Mais espantoso do que veio desta excursão a Fátima e ao Norte de Portugal, foi a mala da minha prima Ana no regresso da viagem a Las Palmas e Santa Cruz de Tenerife

Lembro-me de ficar a ouvir as conversas no muro que dava para o campo de futebol da escola dos Ilhéus, lembro-me de ficar muito calada para não dar a perceber que não sabia nada de férias, não fazia ideia de como era um avião por dentro, nem o que era um quarto de hotel ou um pequeno almoço com croissants. Eu achava que em todos os hotéis do mundo havia croissants e bolos ao pequeno almoço, mas era por causa das histórias da minha tia Conceição, que arrumava quartos no hotel Girassol.

Das pessoas da família, a minha tia Conceição e a minha prima Ana eram as únicas que tinham experimentado esse luxo das férias fora. O alvoroço que se fez entre a minha mãe e as minhas tias quando abriram as malas e tiraram coisas nunca antes vistas como um galo do tempo e dois bonecos vestidos como os pescadores da Nazaré. Lembro-me de que contei as saias da boneca, a ver se tinha mesmo sete e passei tardes a ver descer e subir um barco rabelo no interior de uma esferográfica.

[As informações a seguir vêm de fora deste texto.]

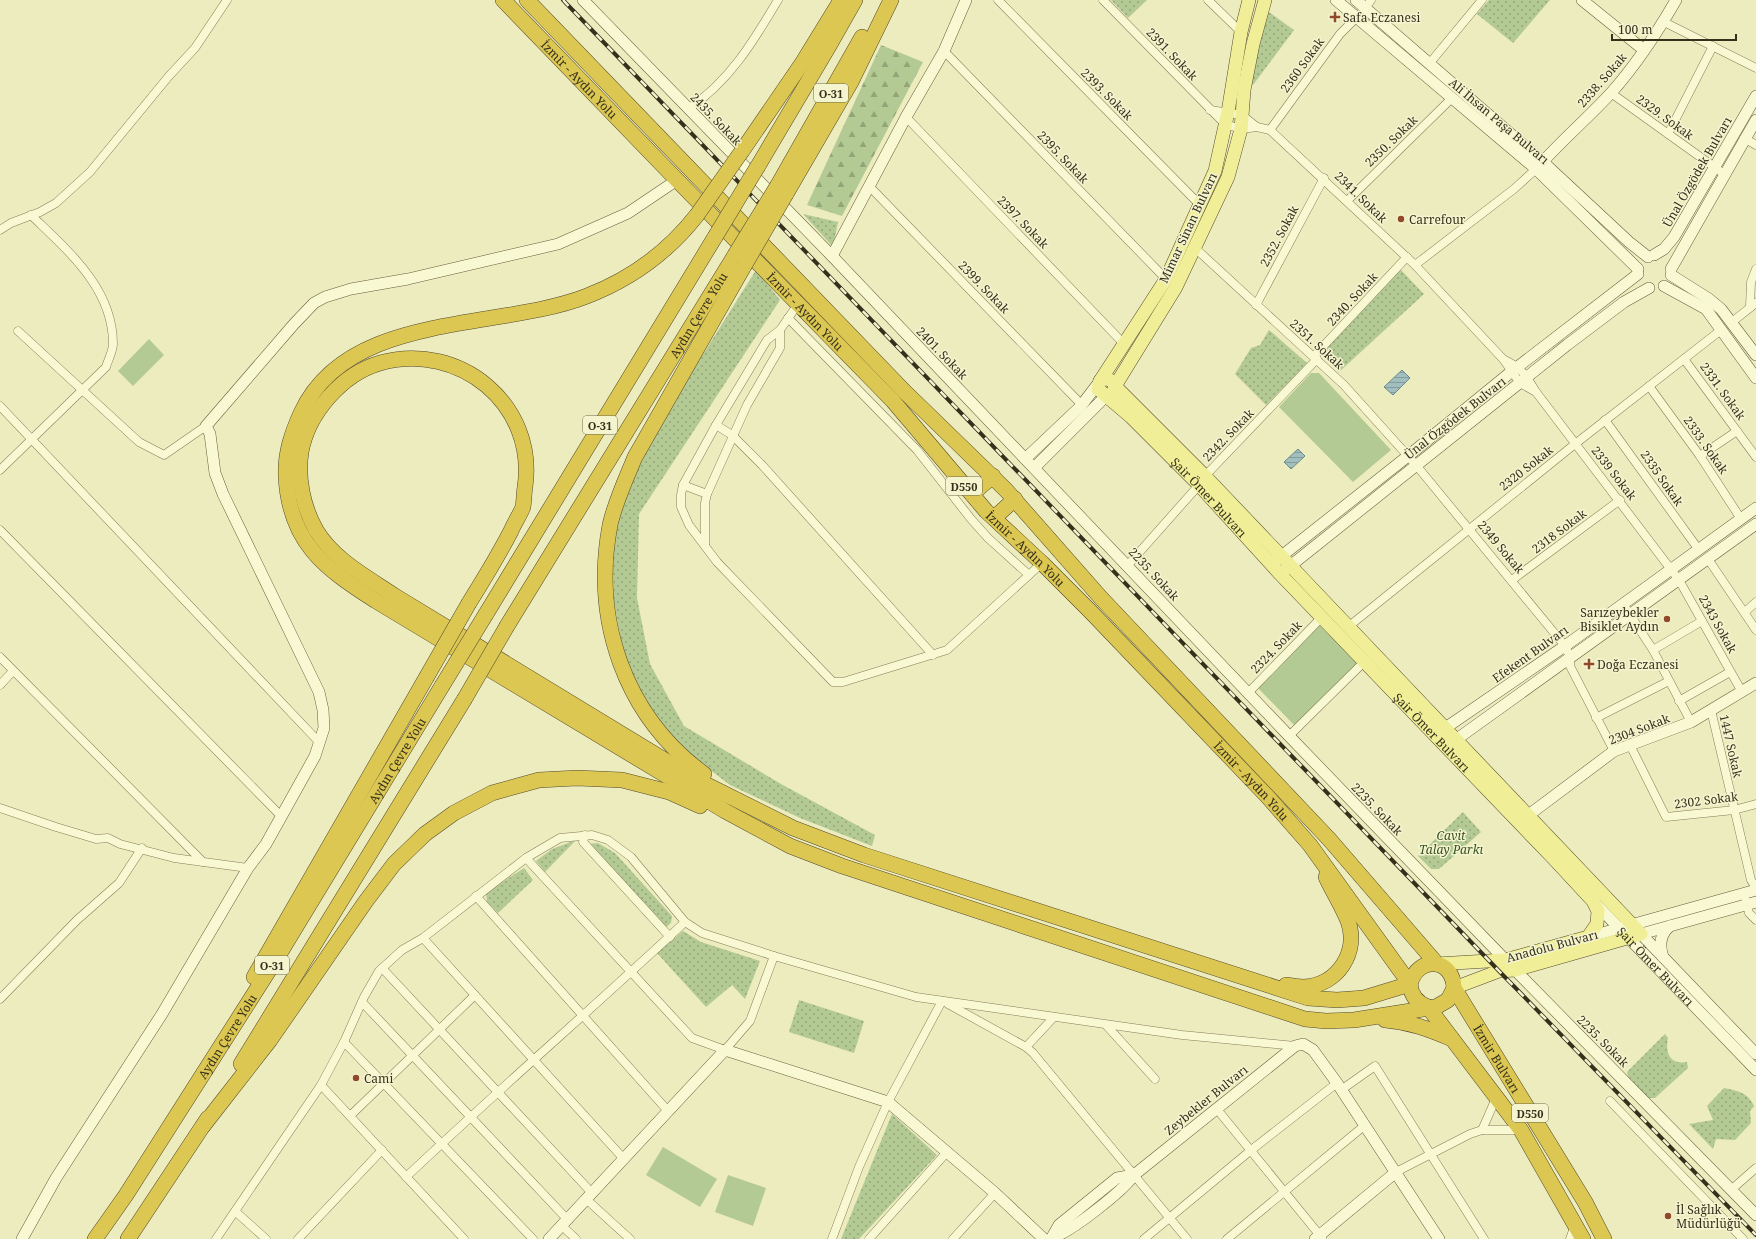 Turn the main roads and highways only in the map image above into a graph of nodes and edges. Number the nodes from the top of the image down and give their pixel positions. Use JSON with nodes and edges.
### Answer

Mais espantoso do que veio desta excursão a Fátima e ao Norte de Portugal, foi a mala da minha prima Ana no regresso da viagem a Las Palmas e Santa Cruz de Tenerife. Ainda hoje me espanta como conseguiu meter lençóis, uns óculos Rain Ban para o meu primo Vítor, manteiga de amendoim, várias t-shirts e dois estojos completos para o meu irmão e para mim dentro de uma mala de napa que, anos mais tarde, haveria eu de carregar pelas escadas rolantes do aeroporto na viagem para a faculdade.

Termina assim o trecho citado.